IMO, systems with broader distributions over values are more likely to assign at least some weight to things like “make people actually happy” and to other values that we don’t even know we should have included. In that case, the “make people actually happy” value and the “smile maximization” value can cooperate and make people smile by being happy (and also cooperate with the various other values the system develops). That’s the source of my intuition that a broader distributions over values are actually safer: it makes you less likely to miss something important.
More generally, I think that a lot of the alignment intuition that “values are fragile” actually comes from a pretty simple type error. Consider:
The computation a system executes depends on its inputs. If you have some distribution over possible inputs, that translates to having a distribution over possible computations.
“Values” is just a label we apply to particular components of a system’s computations.
If a system has a situation-dependent distribution over possible computations, and values are implemented by those computations, then the system also has a situation-dependent distribution over possible values.
However, people can only consciously instantiate a small, subset of discrete values at any given time. There thus appears to be a contrast between “the values we can imagine” and “the values we actually have”. Trying to list out a discrete set of “true human values” roughly corresponds to trying to represent a continuous distribution with a small set of discrete samples from that distribution (this is the type error in question). It doesn’t help that the distribution over values is situation-dependent, so any sampling of their values a human performs in one situation may not transfer to the samples they’d take in another situation.

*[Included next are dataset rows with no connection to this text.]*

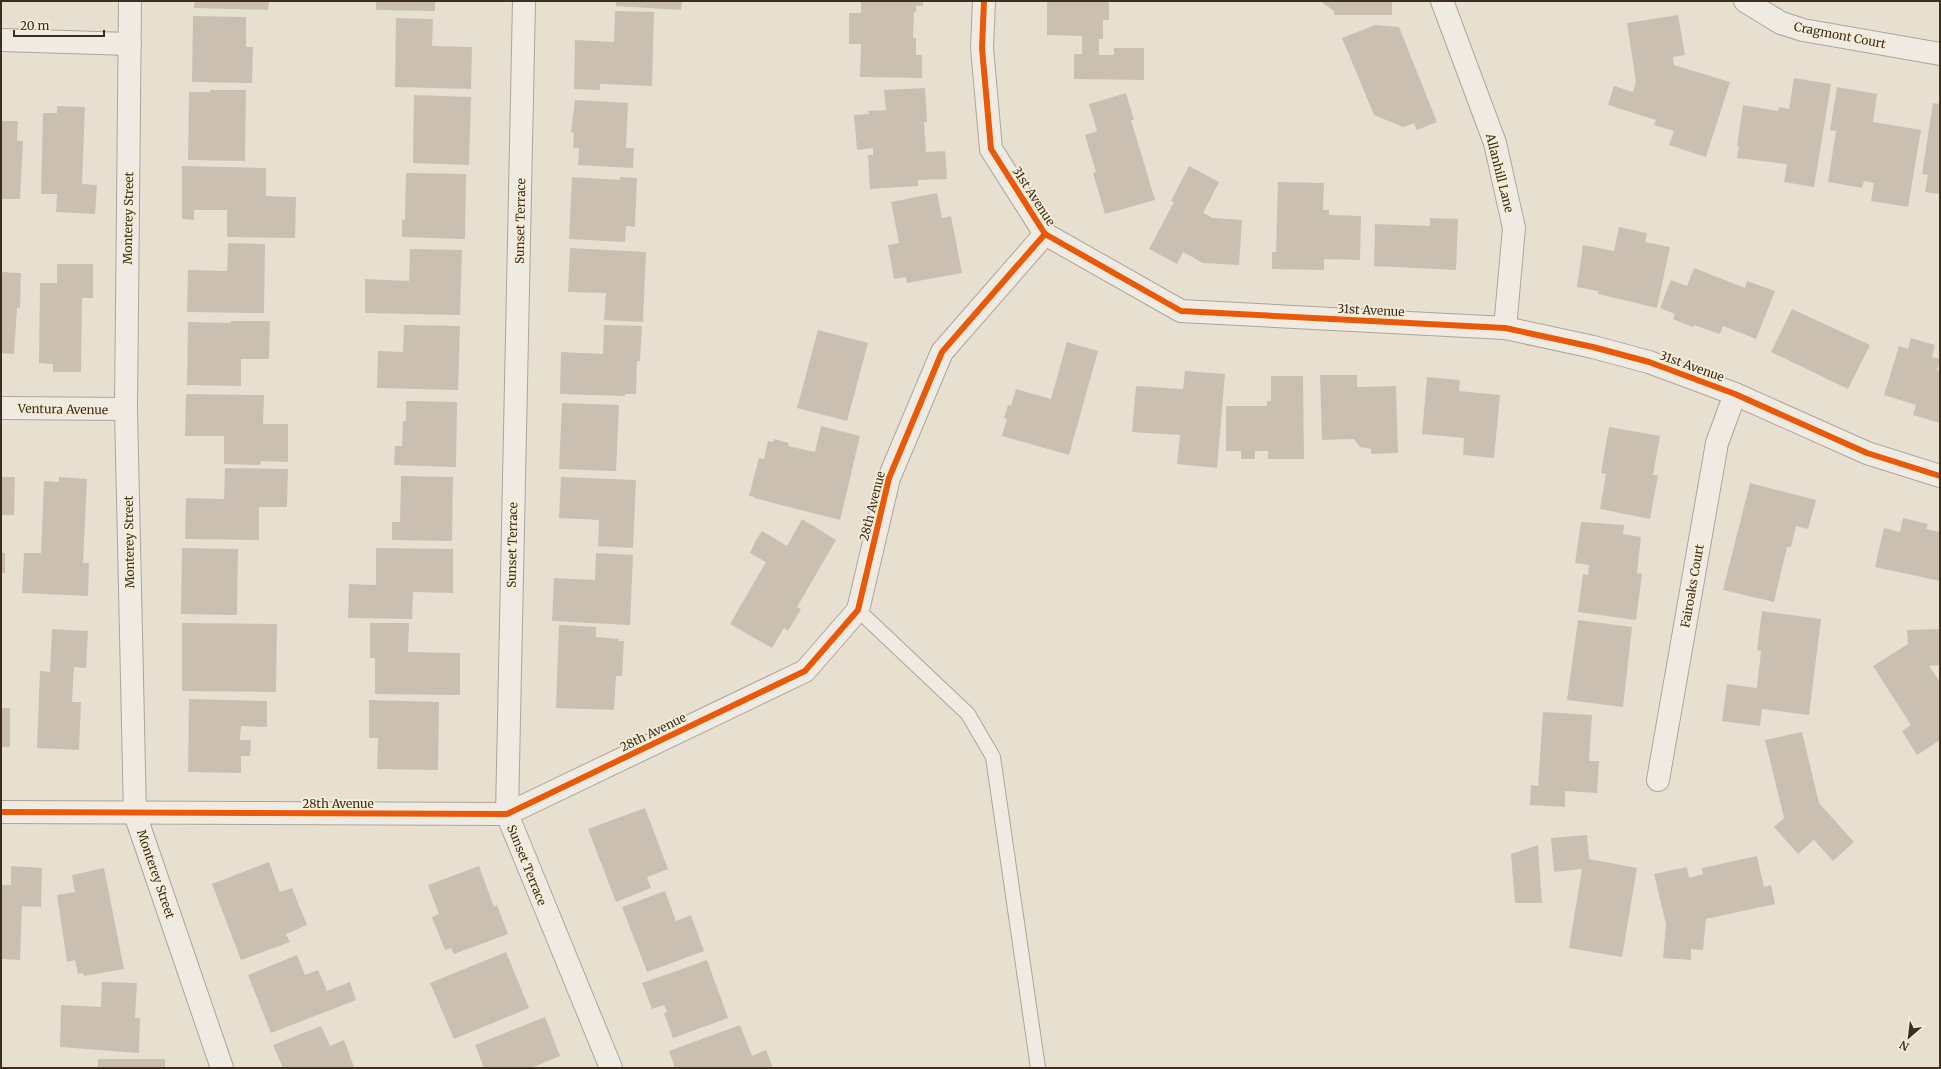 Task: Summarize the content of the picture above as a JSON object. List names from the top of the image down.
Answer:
{
  "streets": {
    "street": [
      "Cragmont Court",
      "Allanhill Lane",
      "31st Avenue",
      "Monterey Street",
      "Sunset Terrace",
      "Ventura Avenue",
      "28th Avenue",
      "Fairoaks Court"
    ]
  },
  "crossings": [
    ["Allanhill Lane", "31st Avenue"],
    ["31st Avenue", "28th Avenue"],
    ["31st Avenue", "Fairoaks Court"],
    ["Monterey Street", "Ventura Avenue"],
    ["Monterey Street", "28th Avenue"],
    ["Sunset Terrace", "28th Avenue"]
  ],
  "scale_bar": "20 m",
  "north": "bottom left"
} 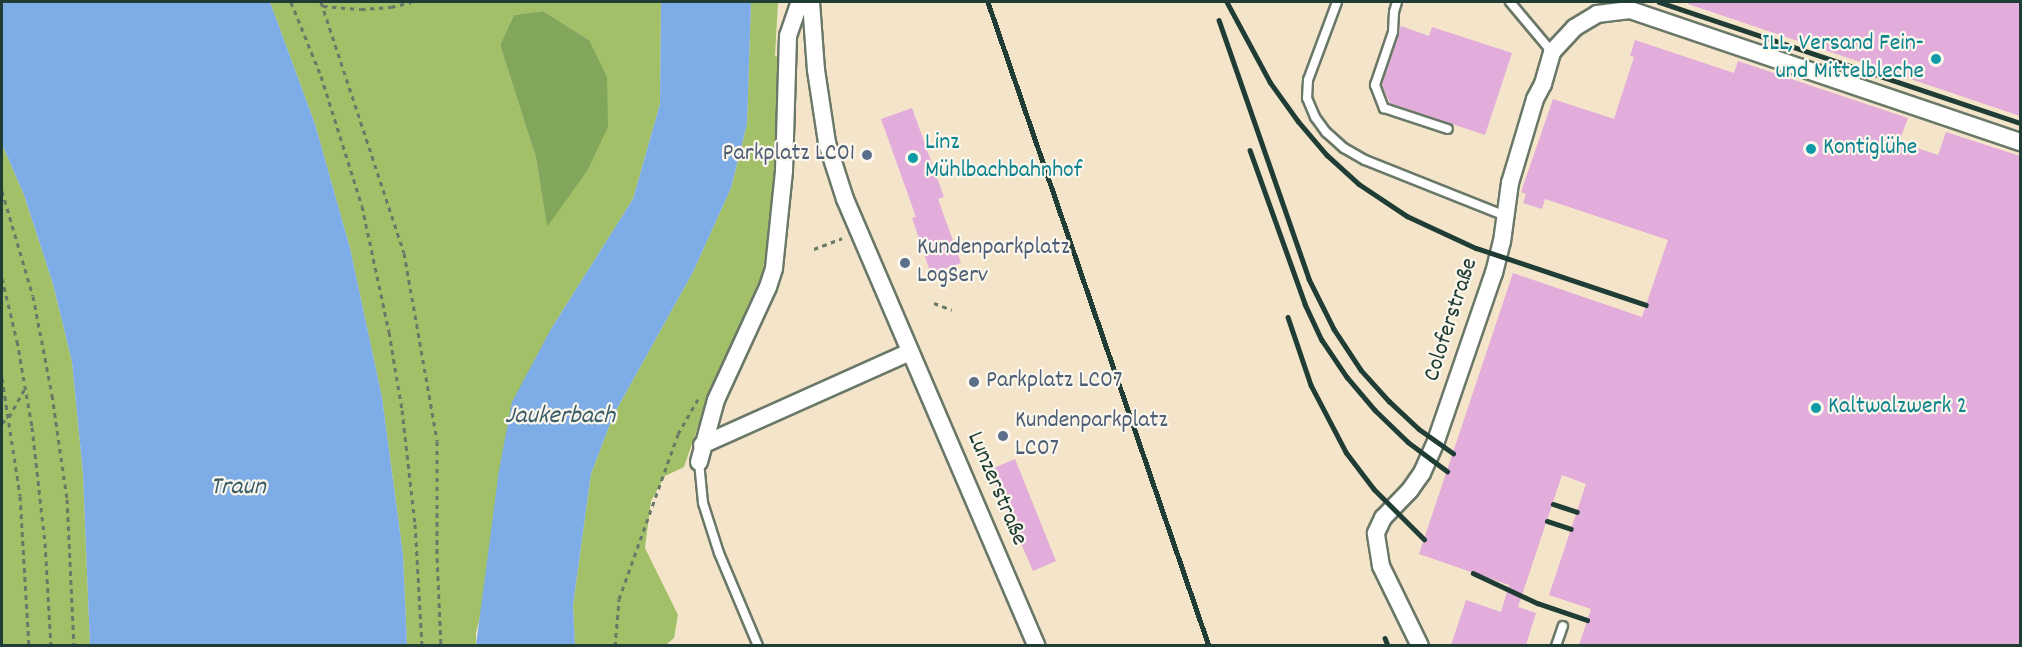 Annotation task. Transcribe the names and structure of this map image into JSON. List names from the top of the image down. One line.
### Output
{"streets":{"street":["Coloferstraße","Lunzerstraße"]},"water":["Jaukerbach","Traun"],"places":["ILL, Versand Fein- und Mittelbleche","Kontiglühe","Parkplatz LC01","Linz Mühlbachbahnhof","Kundenparkplatz LogServ","Parkplatz LC07","Kaltwalzwerk 2","Kundenparkplatz LC07"]}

Given the above, it should be no surprise that our values feel “fragile” when we introspect on them.
Preempting a possible confusion: the above treats a “value” and “the computation that implements that value” interchangeably. If you’re thinking of a “value” as something like a principle component of an agent’s utility function, somehow kept separate from the system that actually implements those values, then this might seem counterintuitive.
Under this framing, questions like the destruction of the physical rainforests, or other things we might value are mainly about ensuring a broad distribution of worthwhile values can perpetuate themselves across time and are influence the world to at least some degree. “Preserving X”, for any value of X, is about ensuring that the system has at least some values orientated towards preserving X, that those values can persist over time, and that those values can actually ensure that X is preserved. (And the broader the values, the more different Xs we can preserve.)

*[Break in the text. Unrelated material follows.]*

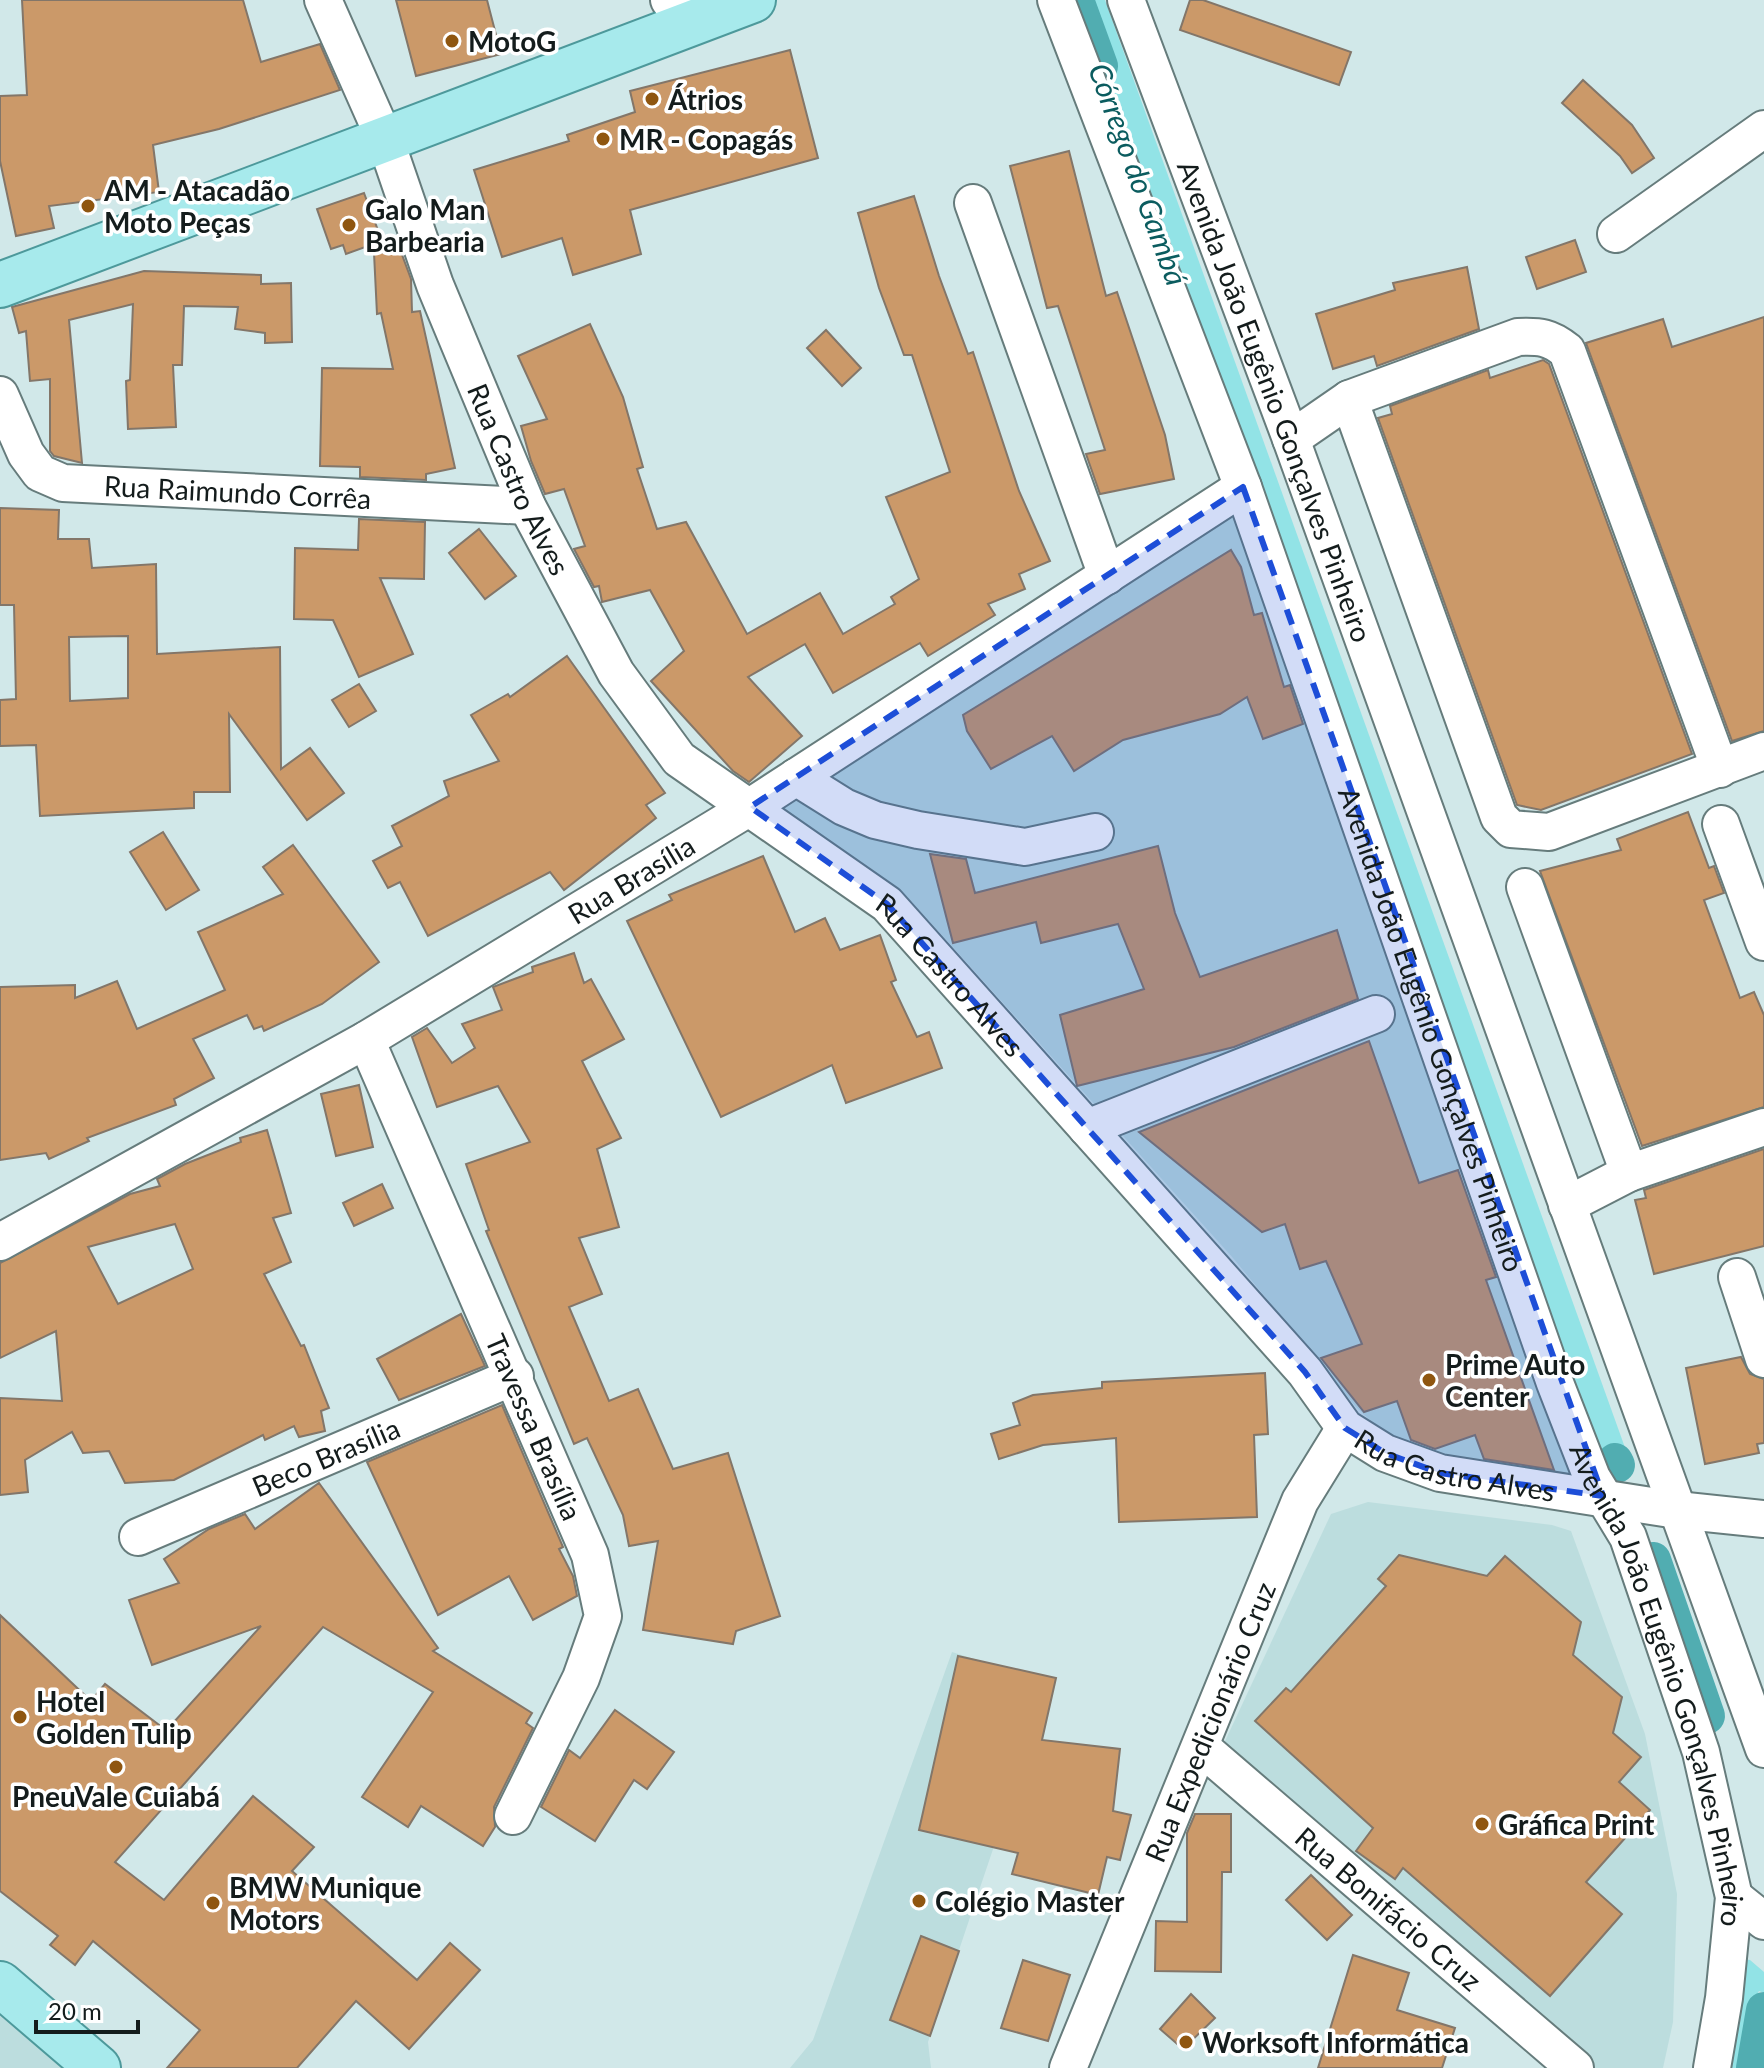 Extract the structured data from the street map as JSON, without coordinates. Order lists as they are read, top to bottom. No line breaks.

I think the prospects for achieving those three things are pretty good, though I don’t think I’m ready to write up my full case for believing such.
(I do admit that it’s possible to have a system that ends up pursing a simple / “dumb” goal, such as maximizing paperclips, to the exclusion of all else. That can happen when the system’s distribution over possible values places so much weight on paperclip-adjacent values that they can always override any other values. This is another reason I’m in favor of broad distributions over values.)

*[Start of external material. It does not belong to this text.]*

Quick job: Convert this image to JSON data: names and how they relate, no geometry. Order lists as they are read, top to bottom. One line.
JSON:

Yudkowsky tends to do this lame thing where after explaining the inner-alignment/context-disaster problem, he skips to, “And therefore, because there’s no obvious relationship between the outer loss funciton and learned values, and because the space of possibilities is so large, almost all of it has no value, like paperclips.”
Agreed. It’s particularly annoying because, IMO, there is a strong candidate for “obvious relationship between the outer loss funciton and learned values”: learned values reflect the distribution over past computations that achieved high reward on the various shallow proxies of the outer loss function that the model encountered during training.
In fact, large language models arguably implement social instincts with more adroitness than many humans possess.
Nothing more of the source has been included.